2014 was a record-breaking year on many fronts for the California processing tomato industry.
The industry produced the largest crop in California history at 14 million tons on 290,000 acres, record yields of 48.3 tons per acre, all-time high grower prices at $83 per ton, and record sales over 12 months totaling 13.9 million tons.
“This is all great news for the California processing tomato industry,” said Mike Montna, president and chief executive officer of the California Processing Tomato Growers Association (CTGA).
He shared these year-end statistics with CTGA grower members during the organization’s 68th annual meeting held in Modesto, Calif.
If those record-breaking figures were not enough, export sales of processing tomato products have more than doubled in the last six years. Montna says a large percentage of last year’s crop was exported, including a 25 percent increase in tomato paste sales abroad (about 3.5 million tons).
To further expand export growth, Montna told the crowd that tomato paste processors and CTGA are working together to remove the 14.4 percent tariff on U.S. paste imported into the European Union.
“We’ve been meeting with the lead negotiators at USDA and the congressional offices on this issue and have garnered their support,” Montna said. “The next 12 months will include fostering those relationships and moving forward.”
Record production in the middle of a drought
With so many processing tomato records shattered, how can this industry continue to produce so much in the middle of a drought? This query is the one Montna is asked the most often, he told the crowd.
He answered the question two ways.
Best return per acre foot
First, crop growers statewide must make tough choices each year on which crop could provide the greatest economic return per acre foot of available water. In some cases, processing tomatoes fit the bill.
Most water used in California agriculture during the current drought is groundwater since state and federal officials (and Mother Nature) have almost turned off the spigot for water for many farmers through zero to minimal allocations.
“This means putting the little water they have into the best money-generating crop,” Montna said.
“Last year, some growers were forced to change their cropping patterns due to the ongoing drought,” he explained. “This caused a lot of shifting and shuffling of acres throughout the planting season.”
Tomatoes currently offer a good revenue return if the grower has the water to dedicate to the crop. A recent University of California Cooperative Extension survey suggests the needed average water use is about 30.5 inches per acre annually.
Spreading overhead costs
Second, Montna pointed out the total impact of the drought on a farm’s entire acreage and across cropping systems.
“While the tomato side of the individual entity may have had a good year, the overall farming operation may not,” he explained.
With the drought, there is little a grower can do to reduce fixed overhead costs. This means spreading these overhead costs over fewer acres.
“This is a short term solution which cannot be sustained over the long term,” Montna said.
2015 crop forecast
Looking at the 2015 crop, Montna says negotiations are currently underway between CTGA and processors to set the grower price, which he says should be “fair and reasonable” given the factors impacting this year’s growing season.
“While I think we are making some progress in the negotiations, I think there is a little ways to go,” Montna said.
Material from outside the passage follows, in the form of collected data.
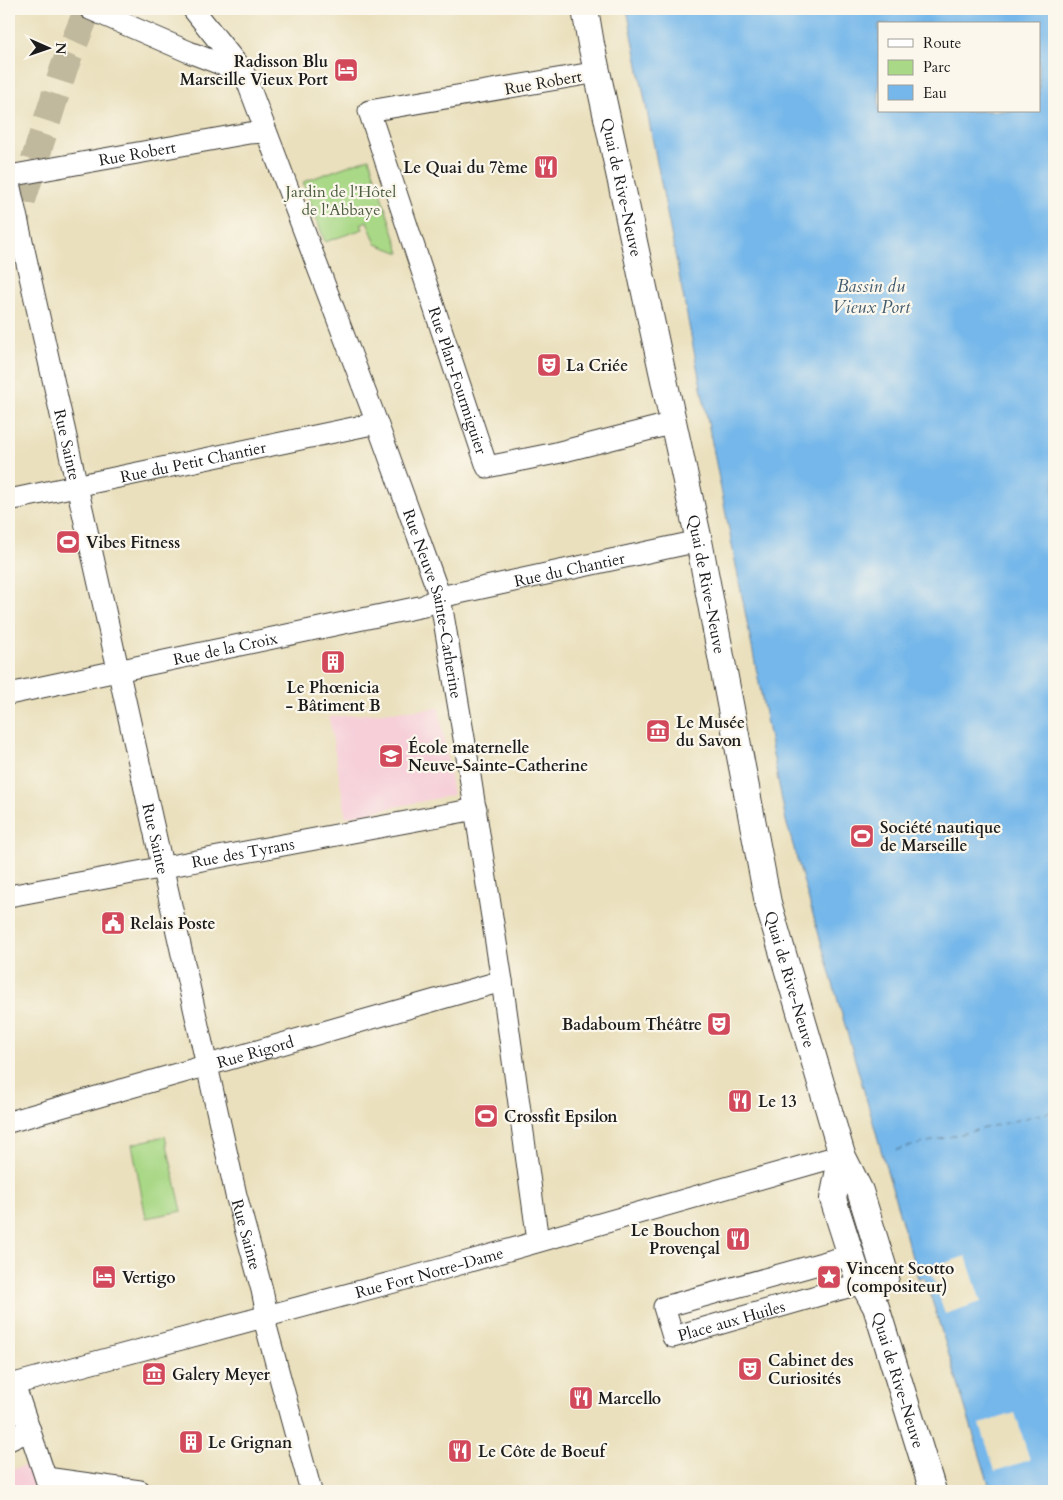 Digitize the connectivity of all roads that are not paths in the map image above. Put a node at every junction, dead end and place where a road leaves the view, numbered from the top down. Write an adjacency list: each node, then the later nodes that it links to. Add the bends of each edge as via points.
1 (90, 9): 5 (street)
2 (193, 9): 5 (street, Rue Neuve Sainte-Catherine)
3 (585, 9): 4 (main road, Quai de Rive-Neuve)
4 (598, 72): 6 (street, Rue Robert); 11 (main road, Quai de Rive-Neuve)
5 (244, 73): 7 (street, Rue Neuve Sainte-Catherine)
6 (369, 111): 11 (street, Rue Plan-Fourmiguier, via 487,468)
7 (266, 132): 8 (street, Rue Robert, via 239,134); 10 (street, Rue Neuve Sainte-Catherine)
8 (9, 176)
9 (9, 183): 12 (street, Rue Sainte)
10 (377, 423): 12 (street, Rue du Petit Chantier); 15 (street, Rue Neuve Sainte-Catherine)
11 (674, 423): 14 (main road, Quai de Rive-Neuve)
12 (77, 486): 13 (street, Rue du Petit Chantier); 16 (street, Rue Sainte)
13 (9, 500)
14 (699, 542): 15 (street, Rue du Chantier); 24 (main road, Quai de Rive-Neuve, via 768,903)
15 (440, 597): 16 (street, Rue de la Croix, via 424,606); 18 (street, Rue Neuve Sainte-Catherine)
16 (118, 670): 17 (street, Rue de la Croix); 19 (street, Rue Sainte)
17 (9, 694)
18 (476, 809): 19 (street, Rue des Tyrans); 21 (street, Rue Neuve Sainte-Catherine)
19 (163, 867): 20 (street, Rue des Tyrans); 22 (street, Rue Sainte)
20 (9, 896)
21 (502, 981): 22 (street, Rue Rigord); 25 (street, Rue Neuve Sainte-Catherine)
22 (207, 1064): 23 (street, Rue Rigord); 28 (street, Rue Sainte)
23 (9, 1122)
24 (842, 1156): 25 (street, Rue Fort Notre-Dame); 26 (main road, Quai de Rive-Neuve, via 833,1199); 27 (main road, Quai de Rive-Neuve, via 860,1190)
25 (538, 1241): 28 (street, Rue Fort Notre-Dame)
26 (851, 1255): 27 (main road, Quai de Rive-Neuve); 27 (street, Place aux Huiles, via 664,1307 673,1337)
27 (874, 1279): 35 (main road, Quai de Rive-Neuve, via 876,1307)
28 (267, 1316): 29 (street, Rue Fort Notre-Dame); 34 (street, Rue Sainte, via 264,1319)
29 (12, 1382): 30 (street)
30 (30, 1430): 31 (street); 32 (street)
31 (9, 1440)
32 (48, 1485): 33 (street)
33 (140, 1491)
34 (311, 1491)
35 (933, 1491) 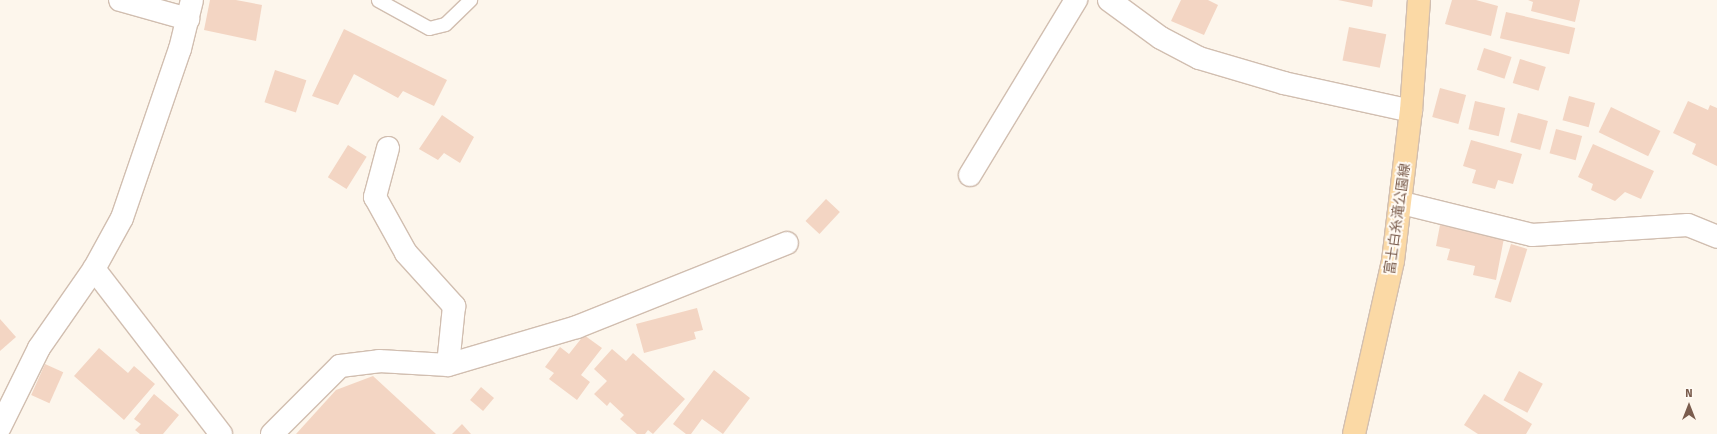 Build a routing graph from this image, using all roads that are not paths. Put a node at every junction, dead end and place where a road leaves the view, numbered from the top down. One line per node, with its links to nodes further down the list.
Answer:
1 (120, 0): 7 (street)
2 (378, 0): 3 (lane)
3 (470, 0)
4 (1076, 0): 10 (street)
5 (1109, 0): 8 (street)
6 (1419, 0): 8 (main road, 富士白糸滝公園線)
7 (190, 9): 14 (street)
8 (1411, 111): 11 (main road, 富士白糸滝公園線)
9 (388, 148): 15 (street)
10 (970, 175)
11 (1402, 203): 12 (street); 19 (main road, 富士白糸滝公園線)
12 (1717, 237)
13 (787, 243): 15 (street)
14 (94, 268): 16 (street); 17 (street)
15 (448, 365): 18 (street)
16 (0, 427)
17 (221, 434)
18 (272, 434)
19 (1354, 434)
Looking at early 2015 tonnage projections, California tomato processors released initial production figures suggesting a 15 million ton crop, one ton over last year’s record production.
Montna says this would require an additional 20,000 acres of tomatoes.
The production figure has since been lowered to 14 million tons, tied to a strengthening of the U.S. dollar and its potential negative impact on growth in export markets.
In closing, Montna says much of what happens in California agriculture continues to be drought driven.
“We’re all learning the hard way that none of us really know when this drought will end,” he concluded.